For some reason, I wasn’t in the mood to climb a tree. “I came here expecting tea and sympathy, and you want me to pick coconuts.”

“Such a crybaby,” she said, turning to Charlie. “I remember the first time he got his nose broke playing junior high football. Caterwauled like a newborn can’t find the teat.”

“As I recall it, I stuffed cotton up my nose and played the second half. I always played with pain.”

“That night,” Granny said, staring off into space, “I had to give him a pint of the home brew to get him to sleep, he was whimpering so much.”

“I said I always played with pain, not that I didn’t complain about it.”

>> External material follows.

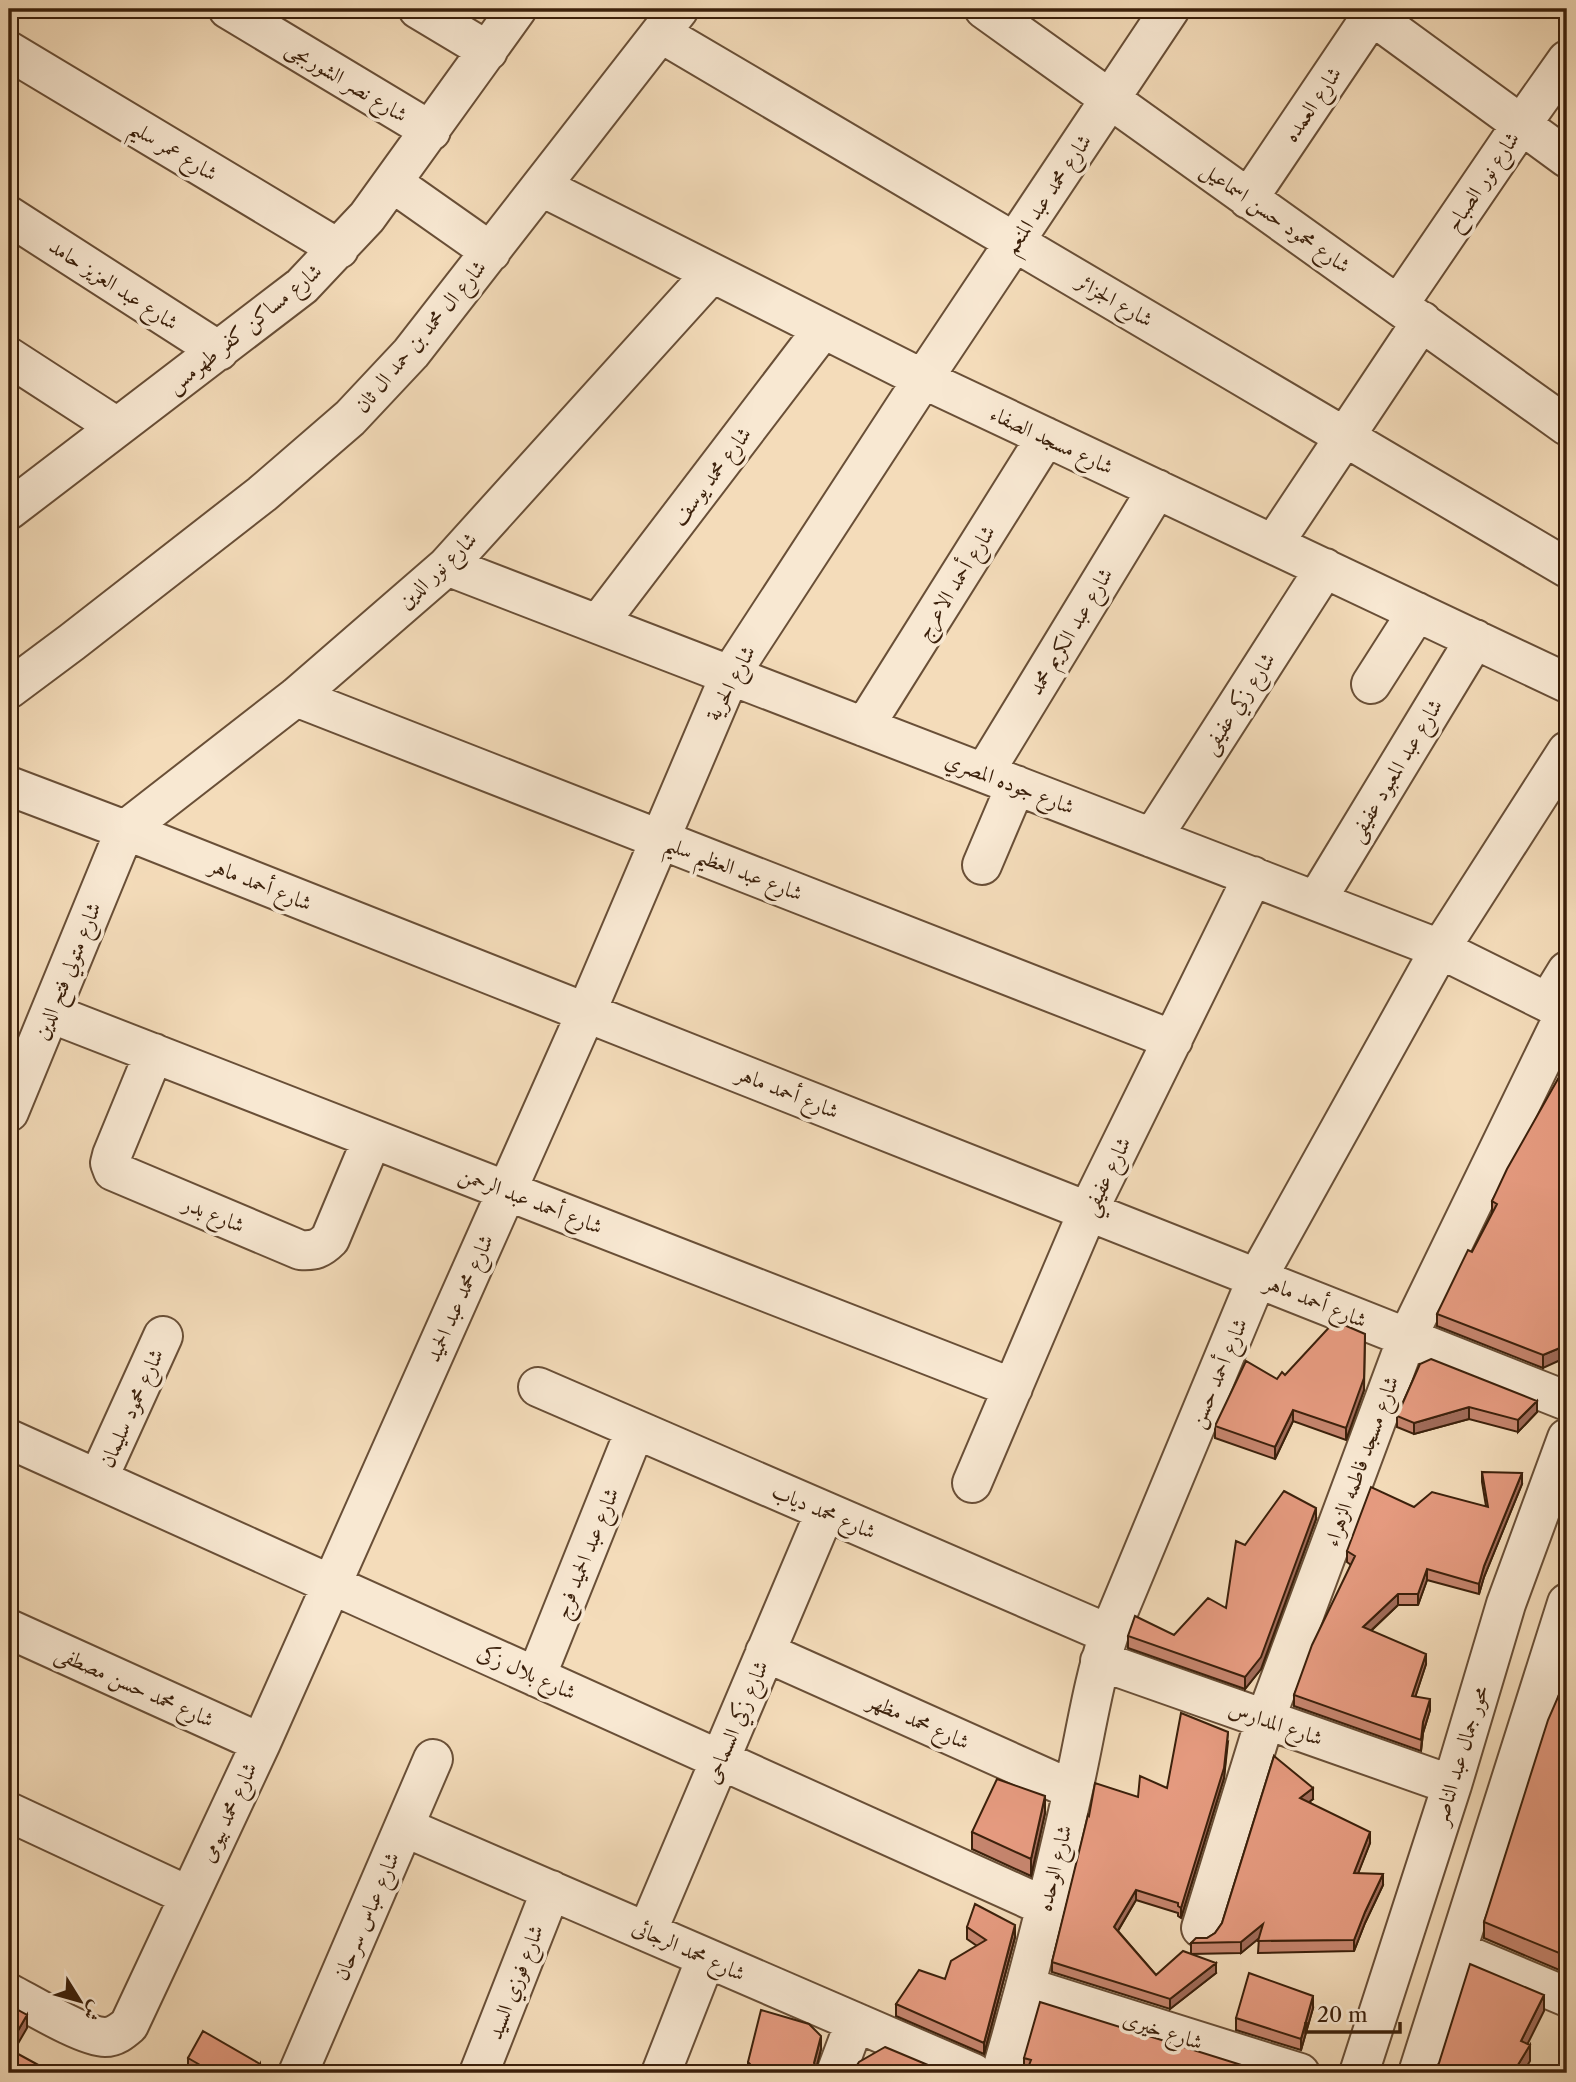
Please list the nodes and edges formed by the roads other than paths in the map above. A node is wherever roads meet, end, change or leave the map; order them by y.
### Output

Granny snorted her disapproval. “Jes’ look at you now. Face scratched up like you spent a night with a she cat, arm in a sling, tummy bandaged, and here you come, lookin’ for pity. What you need is some honest labor, ‘stead of pushing paper and telling lies, which is what I figure lawyering’s all about.” She studied me a moment. “So climb that tree, boy, unless you’re still afraid of heights.”

Granny always taught me to confront my demons. “I’ve never been afraid of heights. It’s falling that scares me.”

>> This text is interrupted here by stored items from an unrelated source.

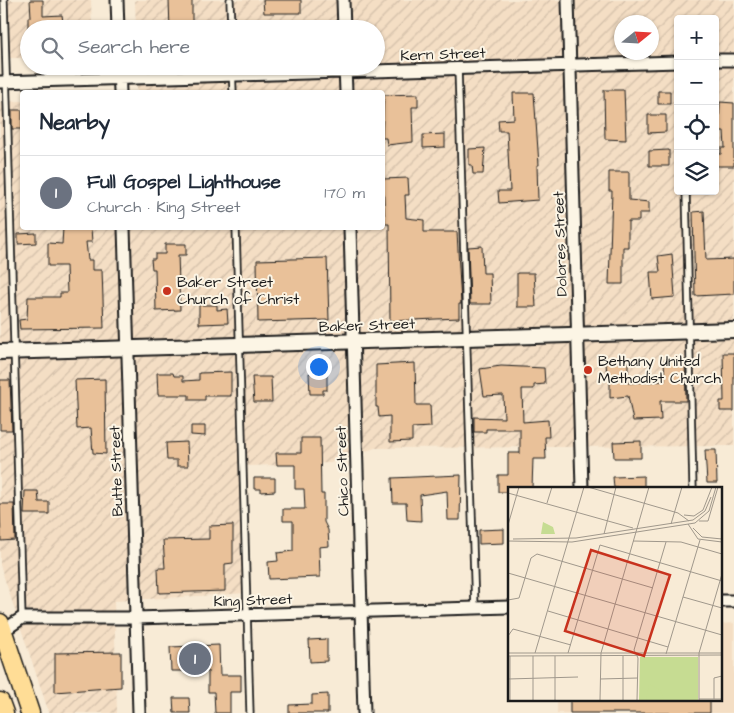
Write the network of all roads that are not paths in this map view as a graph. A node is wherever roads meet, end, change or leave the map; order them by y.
1 (4, 0) edge
2 (118, 0) edge
3 (230, 0) edge
4 (343, 0) edge
5 (568, 0) edge
6 (118, 20) edge
7 (231, 20) edge
8 (344, 20) edge
9 (719, 60) edge
10 (734, 60) edge
11 (674, 62) edge
12 (570, 65) junction
13 (458, 68) junction
14 (385, 69) edge
15 (85, 75) edge
16 (120, 75) edge
17 (232, 75) edge
18 (345, 75) edge
19 (3, 82) edge
20 (120, 90) edge
21 (233, 90) edge
22 (346, 90) edge
23 (686, 195) edge
24 (124, 230) edge
25 (236, 230) edge
26 (350, 230) edge
27 (734, 330) edge
28 (689, 332) junction
29 (578, 335) junction
30 (466, 338) junction
31 (353, 342) junction
32 (238, 345) junction
33 (128, 348) junction
34 (0, 352) edge
35 (16, 352) junction
36 (582, 487) edge
37 (693, 487) edge
38 (508, 607) edge
39 (476, 608) junction
40 (361, 612) junction
41 (247, 615) junction
42 (22, 618) junction
43 (136, 618) junction
44 (1, 629) edge
45 (0, 702) edge
46 (4, 713) edge
47 (30, 713) edge
48 (139, 713) edge
49 (250, 713) edge
50 (364, 713) edge

1 - 19 lane
2 - 6 street
3 - 7 lane
4 - 8 street
5 - 12 street, Dolores Street
9 - 10 street
11 - 12 street, Kern Street
12 - 13 street, Kern Street
12 - 29 street, Dolores Street
13 - 14 street, Kern Street
13 - 30 lane
15 - 19 street, Kern Street
16 - 20 street
17 - 21 lane
18 - 22 street
19 - 35 lane
23 - 28 lane
24 - 33 street, Butte Street
25 - 32 lane
26 - 31 street, Chico Street
27 - 28 street, Baker Street
28 - 29 street, Baker Street
28 - 37 lane
29 - 30 street, Baker Street
29 - 36 street, Dolores Street
30 - 31 street, Baker Street
30 - 39 lane
31 - 32 street, Baker Street
31 - 40 street, Chico Street
32 - 33 street, Baker Street
32 - 41 lane
33 - 35 street, Baker Street
33 - 43 street, Butte Street
34 - 35 street, Baker Street
35 - 42 lane
38 - 39 street, King Street
39 - 40 street, King Street
40 - 41 street, King Street
40 - 50 street, Chico Street
41 - 43 street, King Street
41 - 49 lane
42 - 43 street, King Street
42 - 44 street
43 - 48 street, Butte Street
44 - 47 main road
45 - 46 main road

Charlie harrumphed and told us to bicker all we wanted, he was going to sit in a rocker on the front porch and rest his bones. Granny went back to cleaning the fish, so I did what I was told. I wandered into her sandy front yard and took a look at the coconut palm, a healthy Jamaica Tall. The husks were tawny yellow, the nuts thirty feet off the ground.

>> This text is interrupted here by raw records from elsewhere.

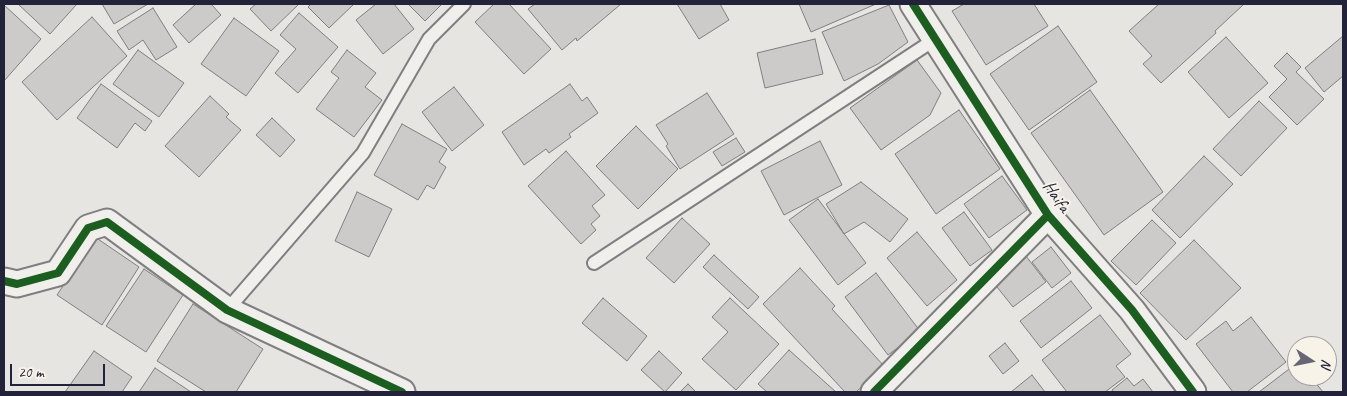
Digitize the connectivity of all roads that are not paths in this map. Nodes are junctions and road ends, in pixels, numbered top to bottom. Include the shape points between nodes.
1 (464, 4) edge
2 (913, 4) edge
3 (936, 38) junction
4 (1048, 215) junction
5 (594, 263) dead end
6 (4, 281) edge
7 (227, 310) junction
8 (402, 392) edge
9 (874, 392) edge
10 (1193, 392) edge

1 - 7 lane via 429,38 363,153
2 - 3 street, Haifa
3 - 4 street, Haifa
3 - 5 lane
4 - 9 street
4 - 10 street, Haifa via 1132,310
6 - 7 street via 17,284 58,273 88,228 107,222
7 - 8 street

I started shimmying up the coconut tree using one arm and both feet. Halfway there, I heard Granny yelling from the back porch. “Machete’s in the tool shed, Jake. You remember how to use a machete, don’t you?”

I remembered.

Charlie was snoring in the rocking chair when I set about making the coconut milk. I didn’t use the watery liquid found inside the nut. That I just drank straight from the cracked shell. Then I dug out the white meat, poured hot water over it, and squashed the mixture into a thick cream. By this time, Granny was marinating the fish in a mixture of lime juice, pepper, chopped onion, and crushed garlic. When Granny was mixing the graham cracker crust for the Key lime pie, I made the fish sauce by heating the coconut milk with flour, butter, salt, and pepper. Then I sat down at the kitchen table with a coffee cup filled with Granny’s white lightning. It singed the throat on the way down.